▸ **Your goal**: Work through the entries below line by line and give the number of lines with the string "links", nothing else.

▸ **Extracted entries**:

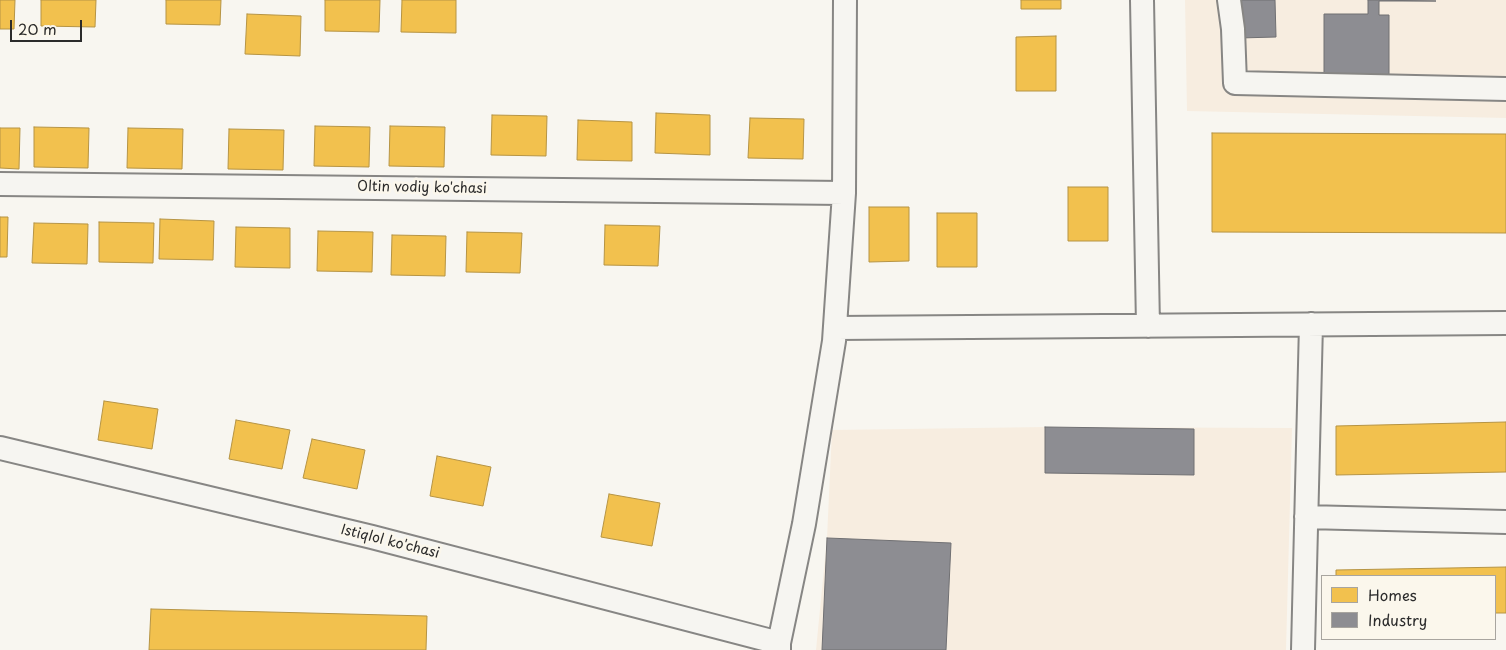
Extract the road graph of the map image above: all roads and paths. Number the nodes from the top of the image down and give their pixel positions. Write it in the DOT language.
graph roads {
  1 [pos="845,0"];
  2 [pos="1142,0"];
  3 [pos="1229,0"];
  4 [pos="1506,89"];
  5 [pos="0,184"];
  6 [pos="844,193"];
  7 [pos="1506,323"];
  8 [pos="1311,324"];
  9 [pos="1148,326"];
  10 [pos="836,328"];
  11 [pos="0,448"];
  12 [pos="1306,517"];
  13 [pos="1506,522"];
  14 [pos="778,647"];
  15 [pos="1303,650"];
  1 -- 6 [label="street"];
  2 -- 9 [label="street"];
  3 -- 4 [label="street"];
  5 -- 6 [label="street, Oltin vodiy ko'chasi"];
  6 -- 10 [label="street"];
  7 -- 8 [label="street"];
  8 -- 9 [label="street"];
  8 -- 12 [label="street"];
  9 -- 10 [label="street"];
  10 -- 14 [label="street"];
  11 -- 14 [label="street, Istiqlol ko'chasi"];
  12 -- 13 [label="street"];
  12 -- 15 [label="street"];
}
* * *
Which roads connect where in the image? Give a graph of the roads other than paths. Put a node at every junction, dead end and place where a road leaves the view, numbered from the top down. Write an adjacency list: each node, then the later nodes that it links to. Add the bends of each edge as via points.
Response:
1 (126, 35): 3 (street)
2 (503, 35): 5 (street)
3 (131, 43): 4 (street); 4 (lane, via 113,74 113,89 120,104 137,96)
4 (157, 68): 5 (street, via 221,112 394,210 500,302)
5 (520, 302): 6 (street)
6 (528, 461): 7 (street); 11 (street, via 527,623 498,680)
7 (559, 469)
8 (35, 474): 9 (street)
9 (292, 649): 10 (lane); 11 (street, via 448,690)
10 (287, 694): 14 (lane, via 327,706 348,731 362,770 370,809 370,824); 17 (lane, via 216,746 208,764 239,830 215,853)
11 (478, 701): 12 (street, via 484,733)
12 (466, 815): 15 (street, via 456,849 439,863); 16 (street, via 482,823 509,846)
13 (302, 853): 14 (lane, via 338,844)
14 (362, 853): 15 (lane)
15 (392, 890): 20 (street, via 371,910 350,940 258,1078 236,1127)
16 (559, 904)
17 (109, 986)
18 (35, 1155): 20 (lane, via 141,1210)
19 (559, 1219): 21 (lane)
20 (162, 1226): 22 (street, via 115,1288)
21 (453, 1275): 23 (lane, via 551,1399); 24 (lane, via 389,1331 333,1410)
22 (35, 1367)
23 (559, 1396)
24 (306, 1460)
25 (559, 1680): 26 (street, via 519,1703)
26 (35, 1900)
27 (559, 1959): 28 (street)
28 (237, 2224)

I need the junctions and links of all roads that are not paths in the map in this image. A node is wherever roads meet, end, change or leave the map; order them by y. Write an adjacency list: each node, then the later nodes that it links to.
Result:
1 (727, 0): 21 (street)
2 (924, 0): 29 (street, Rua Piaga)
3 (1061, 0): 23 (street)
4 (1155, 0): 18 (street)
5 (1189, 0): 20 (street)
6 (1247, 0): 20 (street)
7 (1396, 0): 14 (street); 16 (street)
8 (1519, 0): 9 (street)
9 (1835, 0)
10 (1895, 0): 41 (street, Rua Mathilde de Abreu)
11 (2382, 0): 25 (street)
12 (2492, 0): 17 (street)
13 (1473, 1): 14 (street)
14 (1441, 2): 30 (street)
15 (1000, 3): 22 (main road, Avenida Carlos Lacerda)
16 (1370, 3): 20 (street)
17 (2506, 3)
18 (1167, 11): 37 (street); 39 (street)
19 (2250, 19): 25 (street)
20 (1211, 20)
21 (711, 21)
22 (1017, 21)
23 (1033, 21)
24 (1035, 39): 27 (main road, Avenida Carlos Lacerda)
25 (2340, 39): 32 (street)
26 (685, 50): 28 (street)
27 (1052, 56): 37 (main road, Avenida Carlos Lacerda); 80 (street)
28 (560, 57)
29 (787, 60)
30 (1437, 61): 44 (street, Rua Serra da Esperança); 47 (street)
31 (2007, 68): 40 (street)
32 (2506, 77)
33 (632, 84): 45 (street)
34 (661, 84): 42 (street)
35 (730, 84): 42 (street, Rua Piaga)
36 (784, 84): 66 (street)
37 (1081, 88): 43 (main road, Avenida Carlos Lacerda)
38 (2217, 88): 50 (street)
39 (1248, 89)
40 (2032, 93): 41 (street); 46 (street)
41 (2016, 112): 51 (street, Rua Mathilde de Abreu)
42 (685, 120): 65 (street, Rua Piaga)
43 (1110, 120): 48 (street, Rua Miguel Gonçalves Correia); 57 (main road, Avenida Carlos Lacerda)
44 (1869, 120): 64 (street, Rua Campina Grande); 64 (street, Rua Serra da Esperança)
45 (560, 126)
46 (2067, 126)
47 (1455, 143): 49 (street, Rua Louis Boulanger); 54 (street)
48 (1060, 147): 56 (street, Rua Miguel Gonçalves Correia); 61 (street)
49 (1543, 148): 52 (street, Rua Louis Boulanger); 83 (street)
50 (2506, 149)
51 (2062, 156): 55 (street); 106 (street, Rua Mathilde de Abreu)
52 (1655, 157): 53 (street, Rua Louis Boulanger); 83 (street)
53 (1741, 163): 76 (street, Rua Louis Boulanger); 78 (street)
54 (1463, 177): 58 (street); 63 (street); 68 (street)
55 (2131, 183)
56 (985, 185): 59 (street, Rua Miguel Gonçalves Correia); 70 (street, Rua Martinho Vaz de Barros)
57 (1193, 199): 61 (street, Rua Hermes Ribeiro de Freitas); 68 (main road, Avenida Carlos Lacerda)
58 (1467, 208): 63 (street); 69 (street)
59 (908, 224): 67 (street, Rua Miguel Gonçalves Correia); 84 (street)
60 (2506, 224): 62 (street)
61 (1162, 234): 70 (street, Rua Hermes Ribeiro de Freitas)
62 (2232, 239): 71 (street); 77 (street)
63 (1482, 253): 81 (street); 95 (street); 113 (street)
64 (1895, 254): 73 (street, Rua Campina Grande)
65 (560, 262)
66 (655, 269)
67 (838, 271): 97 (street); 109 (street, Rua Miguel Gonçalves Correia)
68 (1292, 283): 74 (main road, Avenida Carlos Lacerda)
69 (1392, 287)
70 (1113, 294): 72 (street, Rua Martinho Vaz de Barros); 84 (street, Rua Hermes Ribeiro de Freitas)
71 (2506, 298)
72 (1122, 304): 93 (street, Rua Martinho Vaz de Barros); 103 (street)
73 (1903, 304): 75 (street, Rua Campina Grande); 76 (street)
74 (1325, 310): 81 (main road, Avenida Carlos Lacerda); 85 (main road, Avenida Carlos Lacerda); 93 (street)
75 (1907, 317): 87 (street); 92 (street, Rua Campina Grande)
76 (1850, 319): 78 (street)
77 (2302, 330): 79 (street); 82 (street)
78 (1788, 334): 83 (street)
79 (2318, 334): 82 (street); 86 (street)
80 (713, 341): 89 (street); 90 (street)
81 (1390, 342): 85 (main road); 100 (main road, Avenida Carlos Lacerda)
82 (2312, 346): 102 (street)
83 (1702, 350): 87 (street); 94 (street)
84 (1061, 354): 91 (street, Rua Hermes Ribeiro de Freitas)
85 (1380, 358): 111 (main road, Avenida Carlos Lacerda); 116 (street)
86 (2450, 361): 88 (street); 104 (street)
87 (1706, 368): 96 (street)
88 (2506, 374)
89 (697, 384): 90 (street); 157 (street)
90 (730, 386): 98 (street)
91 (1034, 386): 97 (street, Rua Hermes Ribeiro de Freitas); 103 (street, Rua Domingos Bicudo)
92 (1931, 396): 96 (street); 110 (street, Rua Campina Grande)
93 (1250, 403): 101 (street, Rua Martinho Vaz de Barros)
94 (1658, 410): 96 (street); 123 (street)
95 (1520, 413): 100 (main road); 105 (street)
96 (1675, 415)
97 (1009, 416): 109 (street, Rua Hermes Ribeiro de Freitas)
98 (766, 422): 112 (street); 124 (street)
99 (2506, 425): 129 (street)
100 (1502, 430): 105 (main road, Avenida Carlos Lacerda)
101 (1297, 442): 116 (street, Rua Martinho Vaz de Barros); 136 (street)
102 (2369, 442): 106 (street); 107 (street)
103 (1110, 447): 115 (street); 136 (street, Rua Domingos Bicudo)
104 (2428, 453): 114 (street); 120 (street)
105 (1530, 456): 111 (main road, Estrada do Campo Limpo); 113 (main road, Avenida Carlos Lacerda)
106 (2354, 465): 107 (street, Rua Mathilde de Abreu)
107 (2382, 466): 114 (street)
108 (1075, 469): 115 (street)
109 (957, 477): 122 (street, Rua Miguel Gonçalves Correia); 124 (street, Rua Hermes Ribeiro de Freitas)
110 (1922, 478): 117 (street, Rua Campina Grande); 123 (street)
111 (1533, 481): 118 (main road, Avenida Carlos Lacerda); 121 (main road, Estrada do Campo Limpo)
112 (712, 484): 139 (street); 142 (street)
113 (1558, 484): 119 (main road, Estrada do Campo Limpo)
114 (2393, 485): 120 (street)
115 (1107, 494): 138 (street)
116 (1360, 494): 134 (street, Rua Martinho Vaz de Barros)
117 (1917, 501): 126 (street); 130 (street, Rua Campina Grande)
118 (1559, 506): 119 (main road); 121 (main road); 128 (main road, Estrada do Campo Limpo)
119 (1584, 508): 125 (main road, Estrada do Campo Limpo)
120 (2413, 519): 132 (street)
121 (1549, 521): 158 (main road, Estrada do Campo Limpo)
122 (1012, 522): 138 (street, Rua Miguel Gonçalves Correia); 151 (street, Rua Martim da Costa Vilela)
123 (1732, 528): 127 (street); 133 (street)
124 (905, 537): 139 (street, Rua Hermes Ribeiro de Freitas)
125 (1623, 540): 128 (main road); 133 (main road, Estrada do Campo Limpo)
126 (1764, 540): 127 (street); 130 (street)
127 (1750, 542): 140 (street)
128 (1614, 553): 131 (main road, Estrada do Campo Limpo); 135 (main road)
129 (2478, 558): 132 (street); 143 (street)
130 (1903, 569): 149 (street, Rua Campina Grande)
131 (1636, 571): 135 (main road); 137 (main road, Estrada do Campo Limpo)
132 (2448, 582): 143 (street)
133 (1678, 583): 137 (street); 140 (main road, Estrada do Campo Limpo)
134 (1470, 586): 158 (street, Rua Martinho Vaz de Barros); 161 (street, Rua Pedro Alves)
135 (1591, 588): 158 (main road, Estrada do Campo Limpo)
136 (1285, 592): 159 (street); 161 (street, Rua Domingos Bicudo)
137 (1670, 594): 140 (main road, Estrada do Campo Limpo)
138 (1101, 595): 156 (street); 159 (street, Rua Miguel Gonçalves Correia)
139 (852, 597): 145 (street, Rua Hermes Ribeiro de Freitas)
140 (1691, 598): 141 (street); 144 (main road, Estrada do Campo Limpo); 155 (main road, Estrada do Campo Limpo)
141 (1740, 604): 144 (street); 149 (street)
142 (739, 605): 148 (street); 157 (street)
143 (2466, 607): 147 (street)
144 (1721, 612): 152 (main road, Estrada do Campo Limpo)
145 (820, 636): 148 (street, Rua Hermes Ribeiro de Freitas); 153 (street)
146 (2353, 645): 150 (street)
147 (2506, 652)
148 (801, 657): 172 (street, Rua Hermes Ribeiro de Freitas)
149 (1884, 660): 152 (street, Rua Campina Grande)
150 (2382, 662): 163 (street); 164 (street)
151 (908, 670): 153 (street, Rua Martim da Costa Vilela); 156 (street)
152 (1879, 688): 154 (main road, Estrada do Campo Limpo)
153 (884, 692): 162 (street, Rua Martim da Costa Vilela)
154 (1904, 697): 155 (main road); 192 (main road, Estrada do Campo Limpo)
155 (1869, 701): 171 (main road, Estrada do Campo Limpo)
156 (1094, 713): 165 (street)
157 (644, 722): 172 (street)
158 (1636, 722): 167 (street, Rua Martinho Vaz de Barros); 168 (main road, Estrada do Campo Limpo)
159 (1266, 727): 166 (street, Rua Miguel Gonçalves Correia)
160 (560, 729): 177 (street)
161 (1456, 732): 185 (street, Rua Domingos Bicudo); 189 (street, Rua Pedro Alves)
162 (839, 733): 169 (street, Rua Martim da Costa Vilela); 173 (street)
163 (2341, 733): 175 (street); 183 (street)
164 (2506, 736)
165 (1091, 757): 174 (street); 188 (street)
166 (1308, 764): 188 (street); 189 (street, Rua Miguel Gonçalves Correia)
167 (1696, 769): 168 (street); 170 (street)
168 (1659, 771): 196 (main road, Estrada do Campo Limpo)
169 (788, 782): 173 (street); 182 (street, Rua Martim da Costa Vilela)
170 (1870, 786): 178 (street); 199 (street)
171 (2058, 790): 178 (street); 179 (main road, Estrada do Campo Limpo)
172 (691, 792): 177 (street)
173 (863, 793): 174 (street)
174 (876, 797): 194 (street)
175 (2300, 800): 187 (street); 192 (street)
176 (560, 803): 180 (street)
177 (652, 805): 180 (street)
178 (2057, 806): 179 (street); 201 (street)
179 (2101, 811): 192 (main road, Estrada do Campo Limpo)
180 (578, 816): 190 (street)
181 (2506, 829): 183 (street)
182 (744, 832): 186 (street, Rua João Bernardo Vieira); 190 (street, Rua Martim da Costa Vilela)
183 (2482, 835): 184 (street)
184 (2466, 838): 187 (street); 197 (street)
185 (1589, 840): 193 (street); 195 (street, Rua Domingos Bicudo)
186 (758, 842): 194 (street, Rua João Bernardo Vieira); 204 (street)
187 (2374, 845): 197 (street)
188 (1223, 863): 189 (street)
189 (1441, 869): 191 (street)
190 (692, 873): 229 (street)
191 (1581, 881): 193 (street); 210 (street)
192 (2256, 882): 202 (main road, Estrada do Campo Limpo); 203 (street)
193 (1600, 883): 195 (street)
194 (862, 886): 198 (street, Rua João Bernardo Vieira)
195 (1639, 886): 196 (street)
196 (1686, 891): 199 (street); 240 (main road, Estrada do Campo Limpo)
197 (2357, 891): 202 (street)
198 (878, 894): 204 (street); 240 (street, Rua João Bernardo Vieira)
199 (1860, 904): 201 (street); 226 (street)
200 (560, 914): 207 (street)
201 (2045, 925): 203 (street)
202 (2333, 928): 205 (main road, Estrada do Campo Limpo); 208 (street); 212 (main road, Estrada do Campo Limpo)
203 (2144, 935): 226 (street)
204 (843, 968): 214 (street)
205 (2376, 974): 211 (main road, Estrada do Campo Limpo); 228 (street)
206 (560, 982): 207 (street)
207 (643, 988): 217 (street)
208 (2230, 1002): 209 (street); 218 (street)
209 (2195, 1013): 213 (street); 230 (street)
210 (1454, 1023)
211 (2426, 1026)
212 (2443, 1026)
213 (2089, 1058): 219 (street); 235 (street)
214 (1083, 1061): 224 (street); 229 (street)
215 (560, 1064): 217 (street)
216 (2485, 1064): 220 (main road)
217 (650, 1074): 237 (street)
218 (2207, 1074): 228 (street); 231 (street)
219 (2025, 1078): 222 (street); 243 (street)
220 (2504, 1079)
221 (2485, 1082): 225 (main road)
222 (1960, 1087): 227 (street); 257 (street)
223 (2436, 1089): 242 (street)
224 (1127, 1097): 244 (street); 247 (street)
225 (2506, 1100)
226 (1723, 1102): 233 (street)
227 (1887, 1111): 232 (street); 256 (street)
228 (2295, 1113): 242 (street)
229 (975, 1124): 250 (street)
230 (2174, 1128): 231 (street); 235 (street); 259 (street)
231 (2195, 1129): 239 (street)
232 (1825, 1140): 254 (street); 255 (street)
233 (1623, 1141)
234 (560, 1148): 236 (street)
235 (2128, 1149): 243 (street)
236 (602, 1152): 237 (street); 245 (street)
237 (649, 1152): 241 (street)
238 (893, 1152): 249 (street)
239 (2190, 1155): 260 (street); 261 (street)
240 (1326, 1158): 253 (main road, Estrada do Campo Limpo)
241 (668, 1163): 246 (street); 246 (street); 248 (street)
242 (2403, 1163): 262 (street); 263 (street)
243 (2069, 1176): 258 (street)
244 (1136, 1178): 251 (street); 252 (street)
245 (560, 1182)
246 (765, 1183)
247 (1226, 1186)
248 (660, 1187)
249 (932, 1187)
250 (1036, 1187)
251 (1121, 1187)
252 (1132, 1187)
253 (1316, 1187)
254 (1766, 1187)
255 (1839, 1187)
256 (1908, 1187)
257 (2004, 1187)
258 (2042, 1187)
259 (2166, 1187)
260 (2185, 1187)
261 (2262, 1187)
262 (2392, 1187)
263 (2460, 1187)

▸ **Result below**: 2